**TASK OBJECTIVE:** Write the records out exactly, so that no picture remains in the copy.

== EXTRACTED INFORMATION

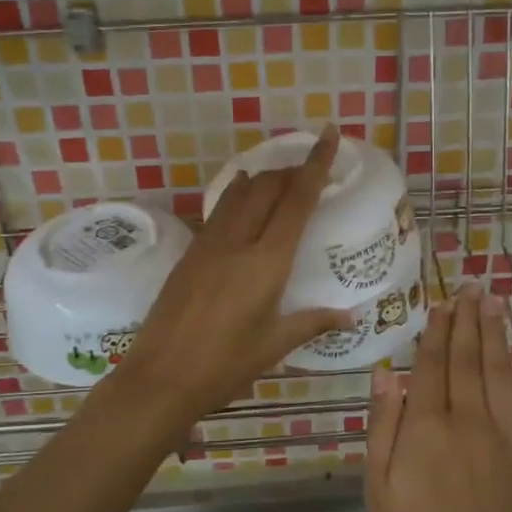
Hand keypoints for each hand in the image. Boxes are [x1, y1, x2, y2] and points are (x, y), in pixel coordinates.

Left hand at [116, 124, 353, 422]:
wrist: (160, 377)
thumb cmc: (224, 365)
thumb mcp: (274, 345)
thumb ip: (313, 322)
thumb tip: (351, 317)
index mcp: (267, 262)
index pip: (297, 200)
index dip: (316, 164)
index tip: (328, 134)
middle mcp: (238, 242)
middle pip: (268, 187)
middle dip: (292, 170)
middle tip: (312, 168)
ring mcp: (209, 244)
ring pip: (240, 193)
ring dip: (264, 179)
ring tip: (282, 179)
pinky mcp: (190, 253)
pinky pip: (220, 211)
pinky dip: (238, 195)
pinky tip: (242, 196)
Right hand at [365, 283, 511, 511]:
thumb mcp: (380, 490)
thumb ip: (383, 427)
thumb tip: (386, 373)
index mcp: (426, 426)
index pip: (431, 365)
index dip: (436, 331)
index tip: (441, 303)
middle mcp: (467, 418)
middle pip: (467, 358)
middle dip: (467, 320)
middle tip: (470, 286)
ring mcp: (504, 433)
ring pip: (499, 369)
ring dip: (496, 332)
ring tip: (494, 300)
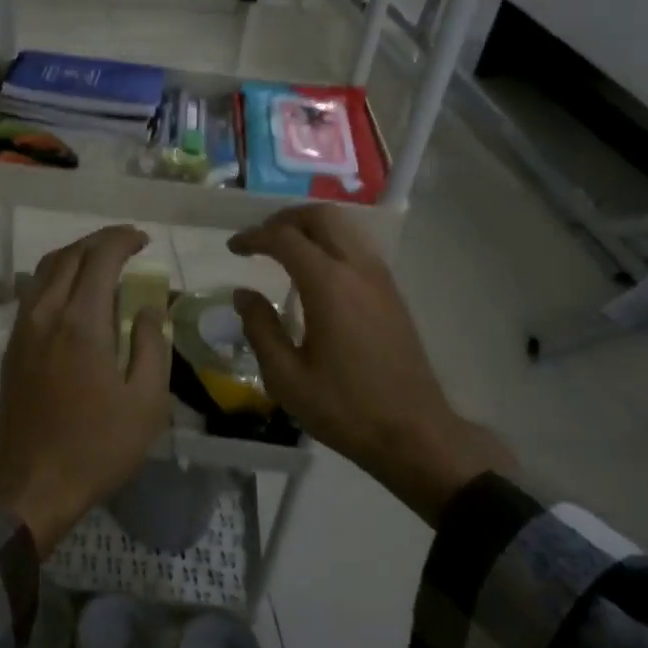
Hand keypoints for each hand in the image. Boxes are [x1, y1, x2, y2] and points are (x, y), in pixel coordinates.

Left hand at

====

**ANSWER:**
Hand keypoints for each hand in the image. Boxes are [x1, y1, x2, y2] and points are (x, y), in pixel coordinates.

Left hand at [116, 124, 353, 422]:
wrist: (160, 377)
thumb cmc: (224, 365)
thumb mcp: (274, 345)
thumb ip: (313, 322)
thumb tip: (351, 317)
index mcp: (267, 262)
index pip: (297, 200)
index dip: (316, 164)
index tip: (328, 134)
middle mcp: (238, 242)
middle pip: (268, 187)
middle dip: (292, 170)
middle tip: (312, 168)
ring mcp: (209, 244)
ring pip: (240, 193)
ring dip: (264, 179)
ring tip: (282, 179)
pinky mcp: (190, 253)
pinky pip: (220, 211)
pinky dip: (238, 195)
pinky tip: (242, 196)
Right hand at [365, 283, 511, 511]:
thumb mcp: (380, 490)
thumb ip: (383, 427)
thumb tip: (386, 373)
index mcp: (426, 426)
index pip: (431, 365)
index dip: (436, 331)
index tip: (441, 303)
middle mcp: (467, 418)
middle pip: (467, 358)
middle dip: (467, 320)
middle tip: (470, 286)
ring mcp: (504, 433)
ring pip: (499, 369)
ring dip: (496, 332)
ring tip: (494, 300)
Hand keypoints for each hand in the image. Boxes are [x1, y1, x2, y2] and points are (x, y), in pixel coordinates.

Left hand at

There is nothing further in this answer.